About this exercise —
Copy word for word each line from the one that has "Trace all roads" to the last line of the records, with no other lines.

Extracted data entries
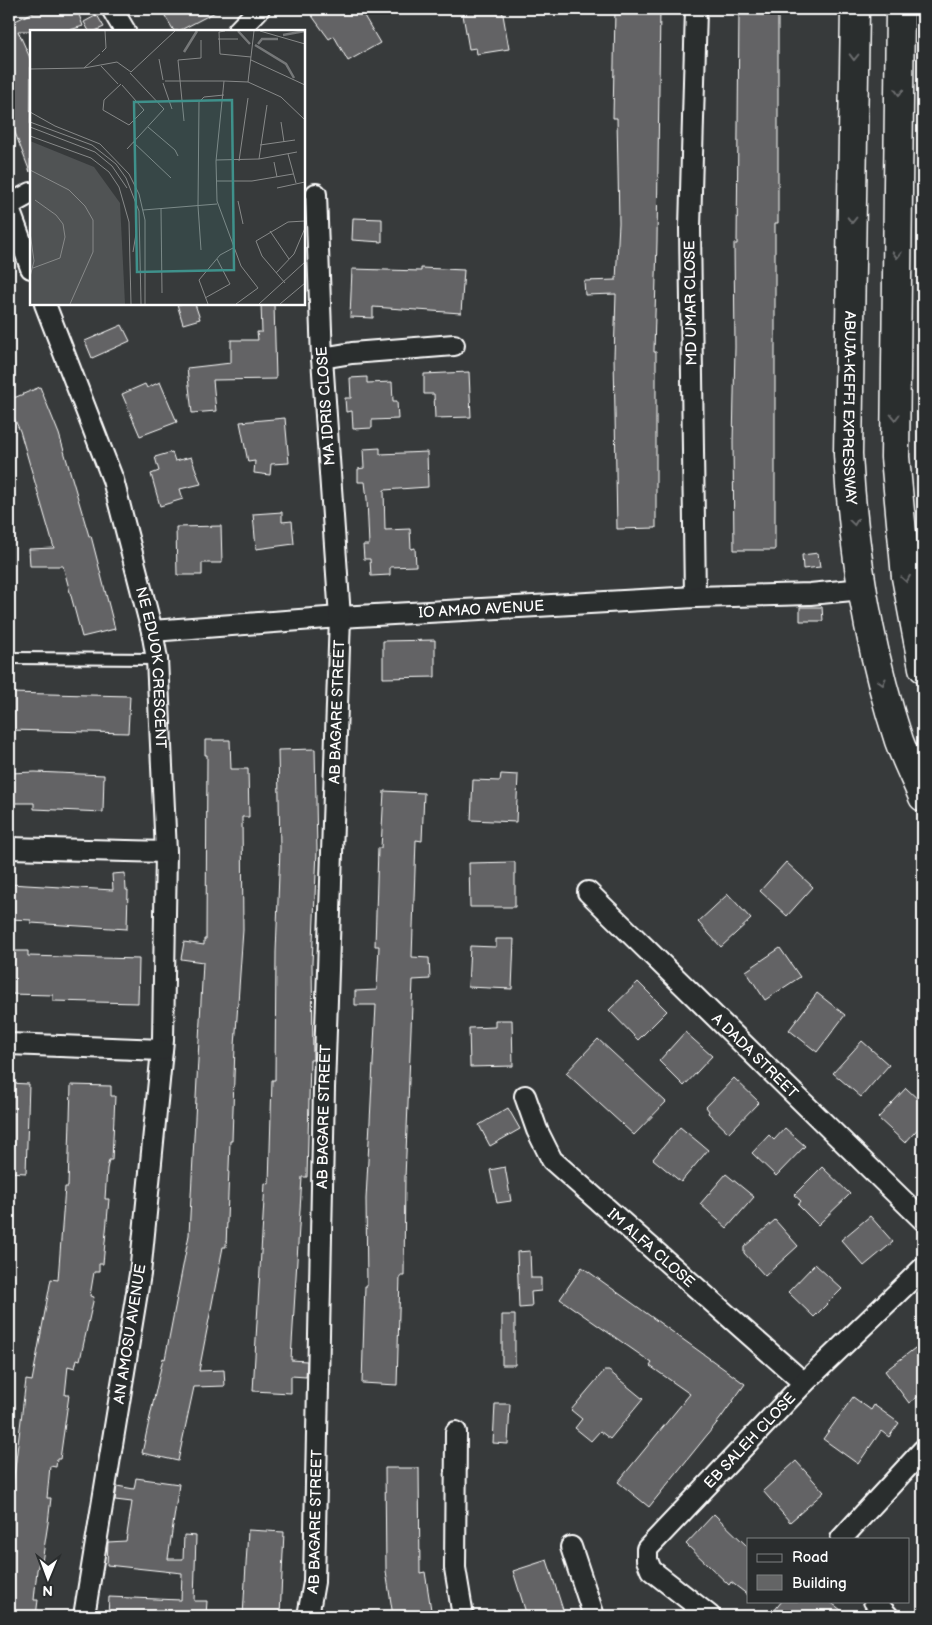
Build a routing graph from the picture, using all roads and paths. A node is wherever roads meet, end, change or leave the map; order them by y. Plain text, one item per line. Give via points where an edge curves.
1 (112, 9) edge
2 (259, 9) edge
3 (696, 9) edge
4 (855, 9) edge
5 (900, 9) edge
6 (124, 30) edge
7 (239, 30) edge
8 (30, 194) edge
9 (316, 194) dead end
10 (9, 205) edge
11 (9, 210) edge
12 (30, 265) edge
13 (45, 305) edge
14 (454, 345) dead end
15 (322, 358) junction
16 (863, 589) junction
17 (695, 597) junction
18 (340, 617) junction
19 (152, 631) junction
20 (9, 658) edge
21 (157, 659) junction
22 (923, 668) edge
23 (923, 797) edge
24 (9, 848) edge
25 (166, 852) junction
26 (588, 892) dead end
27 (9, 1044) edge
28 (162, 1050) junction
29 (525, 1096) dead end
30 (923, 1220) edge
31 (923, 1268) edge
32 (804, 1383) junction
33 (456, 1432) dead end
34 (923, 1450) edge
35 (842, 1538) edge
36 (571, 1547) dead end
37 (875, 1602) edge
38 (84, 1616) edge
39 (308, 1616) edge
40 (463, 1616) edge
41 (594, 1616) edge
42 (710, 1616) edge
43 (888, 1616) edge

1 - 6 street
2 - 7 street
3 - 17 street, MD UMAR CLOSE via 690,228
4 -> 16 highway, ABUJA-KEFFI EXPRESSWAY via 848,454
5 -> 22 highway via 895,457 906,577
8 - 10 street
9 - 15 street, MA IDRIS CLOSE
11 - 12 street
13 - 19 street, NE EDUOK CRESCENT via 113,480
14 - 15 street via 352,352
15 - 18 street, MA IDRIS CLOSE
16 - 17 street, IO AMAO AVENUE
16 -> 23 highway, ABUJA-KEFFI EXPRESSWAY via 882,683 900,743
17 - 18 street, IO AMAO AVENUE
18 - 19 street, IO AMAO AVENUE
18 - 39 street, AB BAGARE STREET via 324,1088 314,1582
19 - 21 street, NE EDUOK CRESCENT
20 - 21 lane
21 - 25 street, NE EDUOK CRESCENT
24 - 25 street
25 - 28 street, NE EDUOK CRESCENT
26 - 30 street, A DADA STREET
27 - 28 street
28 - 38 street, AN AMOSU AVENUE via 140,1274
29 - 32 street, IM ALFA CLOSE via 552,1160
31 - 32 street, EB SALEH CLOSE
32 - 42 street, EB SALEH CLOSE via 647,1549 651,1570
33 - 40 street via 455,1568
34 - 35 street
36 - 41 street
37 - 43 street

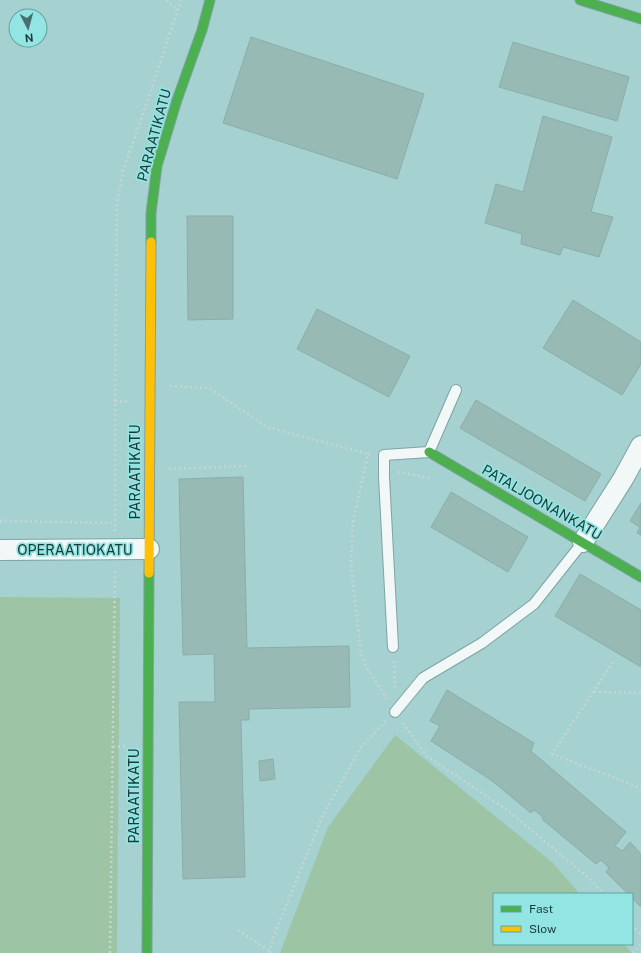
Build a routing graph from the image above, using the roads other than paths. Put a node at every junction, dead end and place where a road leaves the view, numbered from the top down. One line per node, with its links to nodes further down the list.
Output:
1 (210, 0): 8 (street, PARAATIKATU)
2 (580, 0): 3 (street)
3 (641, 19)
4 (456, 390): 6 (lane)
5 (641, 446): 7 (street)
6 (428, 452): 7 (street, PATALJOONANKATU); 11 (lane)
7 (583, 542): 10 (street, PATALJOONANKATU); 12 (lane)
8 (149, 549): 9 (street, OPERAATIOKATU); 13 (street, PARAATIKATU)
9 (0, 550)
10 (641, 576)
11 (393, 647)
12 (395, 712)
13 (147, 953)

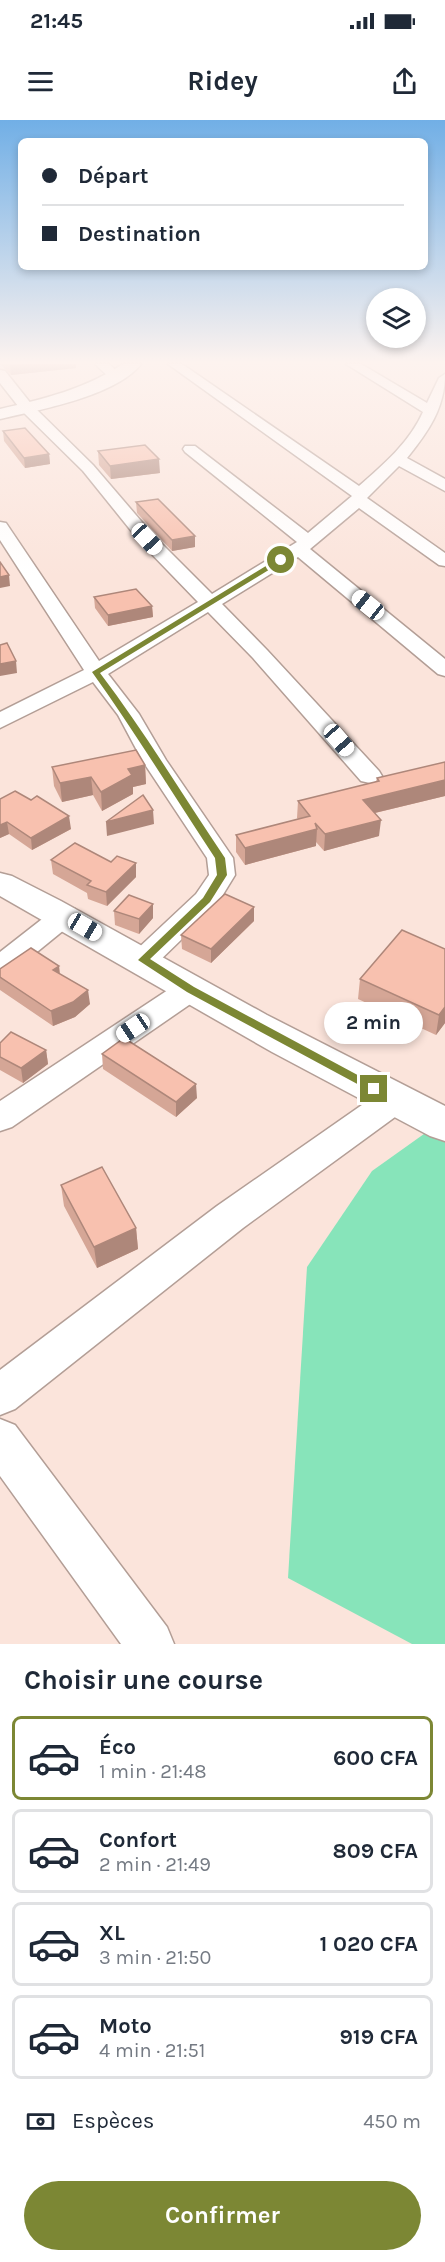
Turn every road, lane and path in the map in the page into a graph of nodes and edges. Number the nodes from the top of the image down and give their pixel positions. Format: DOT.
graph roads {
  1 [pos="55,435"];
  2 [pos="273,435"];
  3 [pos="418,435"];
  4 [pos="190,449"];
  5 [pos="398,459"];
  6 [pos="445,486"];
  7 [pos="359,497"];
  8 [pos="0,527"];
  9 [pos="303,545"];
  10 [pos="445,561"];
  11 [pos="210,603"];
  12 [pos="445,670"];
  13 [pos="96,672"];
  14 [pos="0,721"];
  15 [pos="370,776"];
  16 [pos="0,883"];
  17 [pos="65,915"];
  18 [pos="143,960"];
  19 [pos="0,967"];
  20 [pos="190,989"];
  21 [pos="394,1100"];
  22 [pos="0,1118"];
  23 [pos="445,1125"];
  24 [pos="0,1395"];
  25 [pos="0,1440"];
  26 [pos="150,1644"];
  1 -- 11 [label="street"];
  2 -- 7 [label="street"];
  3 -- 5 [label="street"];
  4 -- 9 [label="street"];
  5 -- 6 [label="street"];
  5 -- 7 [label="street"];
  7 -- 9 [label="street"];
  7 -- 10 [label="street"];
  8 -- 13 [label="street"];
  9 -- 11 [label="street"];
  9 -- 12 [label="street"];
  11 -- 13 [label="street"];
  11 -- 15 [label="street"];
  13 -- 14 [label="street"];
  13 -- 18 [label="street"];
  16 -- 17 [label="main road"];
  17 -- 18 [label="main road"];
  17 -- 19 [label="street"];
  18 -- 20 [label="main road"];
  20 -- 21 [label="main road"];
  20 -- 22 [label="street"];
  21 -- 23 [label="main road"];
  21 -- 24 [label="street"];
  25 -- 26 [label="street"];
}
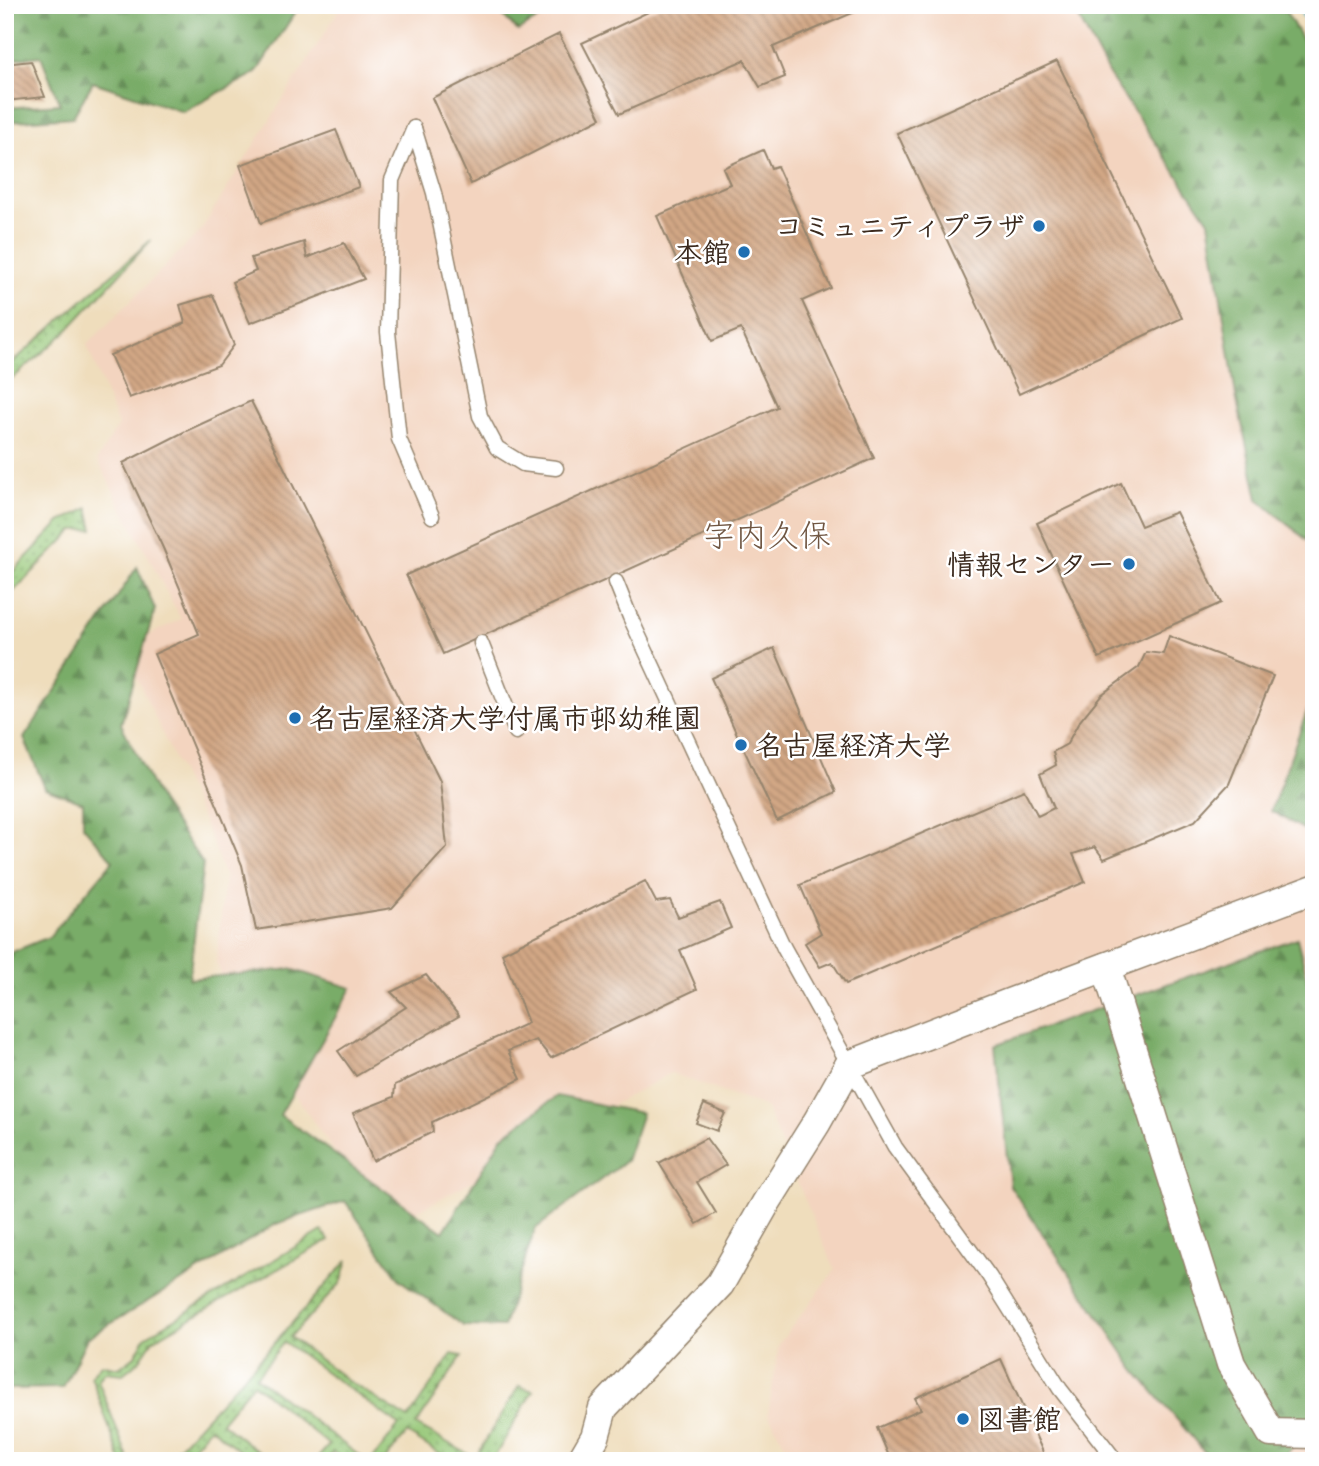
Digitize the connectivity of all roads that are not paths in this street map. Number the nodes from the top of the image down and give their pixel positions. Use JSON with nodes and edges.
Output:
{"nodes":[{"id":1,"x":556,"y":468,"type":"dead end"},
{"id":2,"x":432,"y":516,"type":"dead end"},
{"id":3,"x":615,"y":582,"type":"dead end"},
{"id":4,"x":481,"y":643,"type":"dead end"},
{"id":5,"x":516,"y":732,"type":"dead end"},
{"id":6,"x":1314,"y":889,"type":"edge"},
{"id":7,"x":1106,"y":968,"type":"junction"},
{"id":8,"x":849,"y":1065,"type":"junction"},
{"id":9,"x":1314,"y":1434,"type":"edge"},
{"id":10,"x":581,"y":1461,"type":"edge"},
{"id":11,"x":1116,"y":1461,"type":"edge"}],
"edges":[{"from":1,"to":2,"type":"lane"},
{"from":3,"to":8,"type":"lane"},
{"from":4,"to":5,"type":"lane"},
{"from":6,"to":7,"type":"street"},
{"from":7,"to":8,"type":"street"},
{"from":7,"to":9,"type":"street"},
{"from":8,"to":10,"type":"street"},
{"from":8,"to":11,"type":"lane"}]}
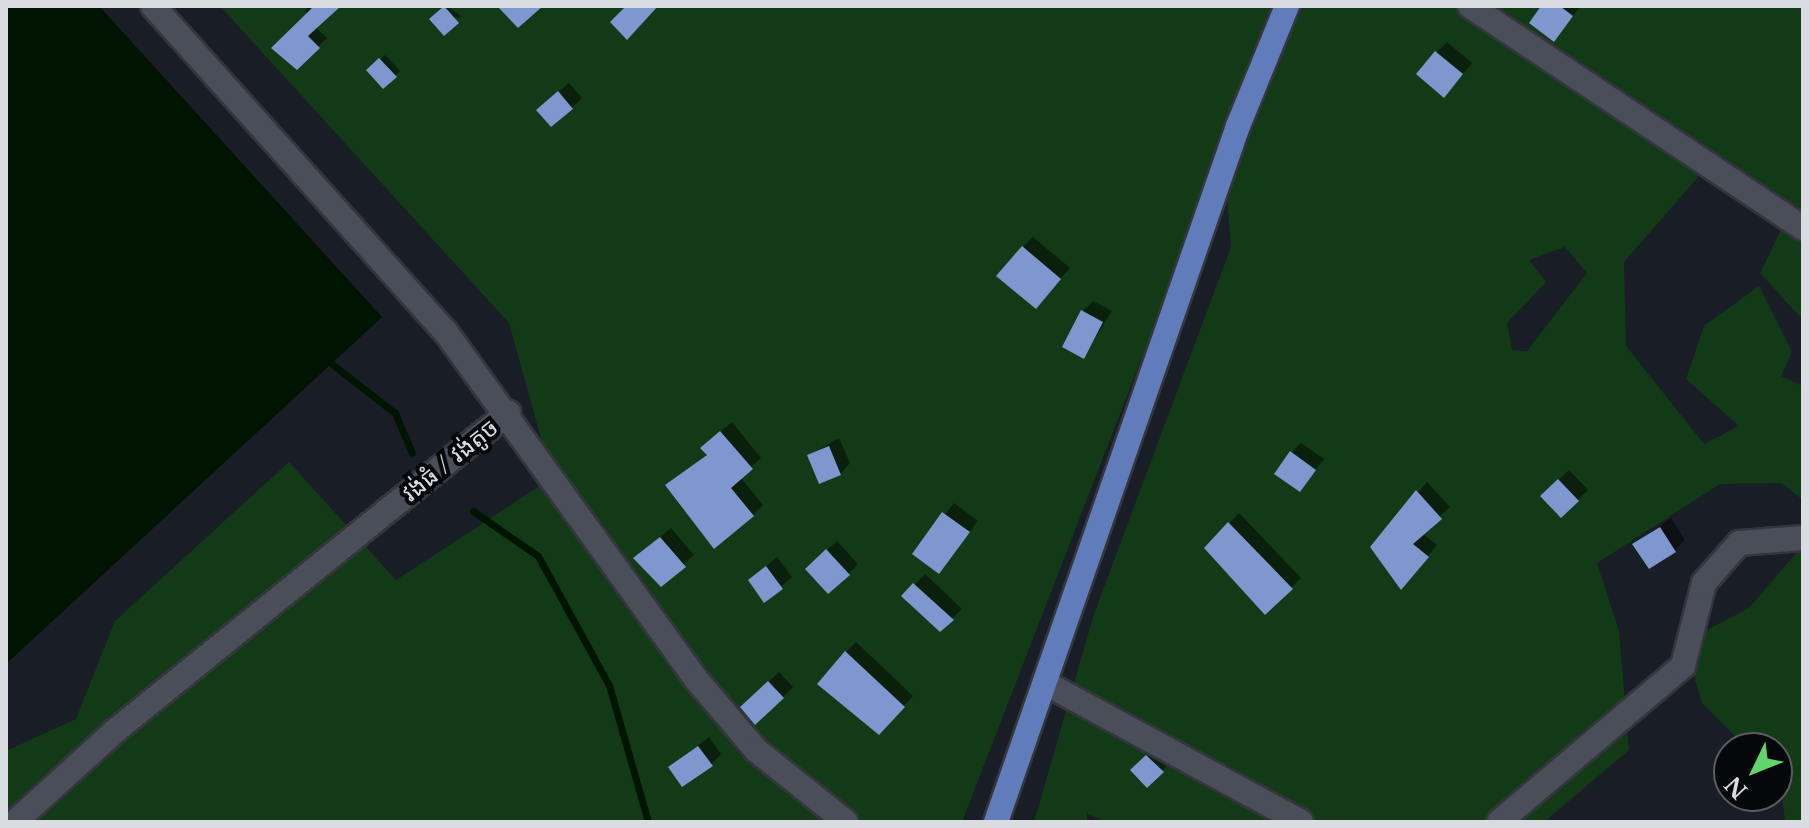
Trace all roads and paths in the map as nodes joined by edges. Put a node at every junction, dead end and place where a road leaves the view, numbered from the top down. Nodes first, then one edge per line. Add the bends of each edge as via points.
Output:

Answer to the exercise —
Trace all roads and paths in the map as nodes joined by edges. Put a node at every junction, dead end and place where a road leaves the view, numbered from the top down. Nodes first, then one edge per line. Add the bends of each edge as via points.
Output:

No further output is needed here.